There also is no merit to the plaintiffs’ claims that the challenged resolutions violated the Federal Fair Housing Act. To establish such a violation, the plaintiffs must demonstrate that the action complained of had a discriminatory effect, i.e., an adverse impact on a racial group or the perpetuation of segregation (see, Metropolitan Hous. Corp. v Village of Arlington Hgts., 558 F2d 1283, cert denied 434 US 1025; Suffolk Hous. Servs. v Town of Brookhaven, 109 AD2d 323, affd 70 NY2d 122, supra). Because vacant land already zoned for multifamily use is available, the denials of the plaintiffs’ applications had no discriminatory effect (cf., Huntington Branch, NAACP v Town of Huntington, 844 F2d 926, affd 488 US 15).
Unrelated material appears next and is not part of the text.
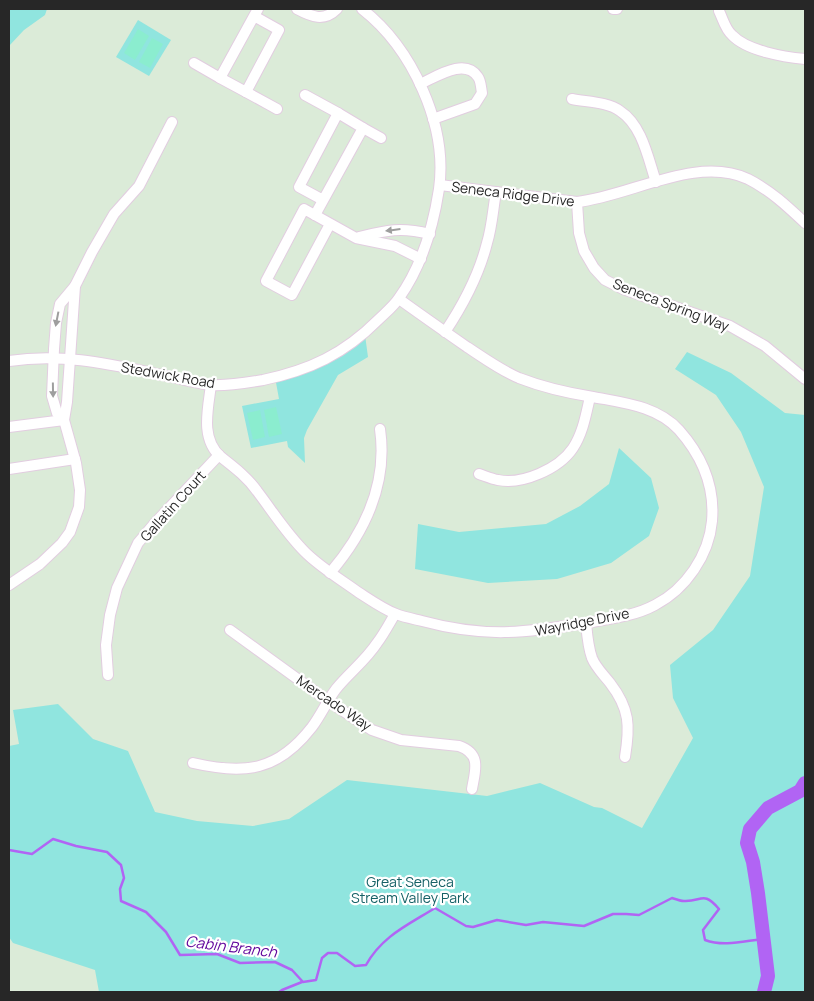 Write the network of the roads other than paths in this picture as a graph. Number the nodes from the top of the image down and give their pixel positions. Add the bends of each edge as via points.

Nor were the denials of the East Patchogue applications arbitrary and capricious. The record indicates that the zoning of that property for nursing home use was in accordance with the Town’s comprehensive plan and that the Town had a need for nursing homes in that area. The denials of both East Patchogue applications, are, therefore, valid (see, Town Law § 263; Asian Ams. for Equality v Koch, supra; Rodgers v Village of Tarrytown, 302 NY 115; Donovan v Town Bd., 137 AD2d 652; cf., Osiecki v Town of Huntington, 170 AD2d 490). Eiber, J. P., Rosenblatt, Miller and Ritter, JJ., concur.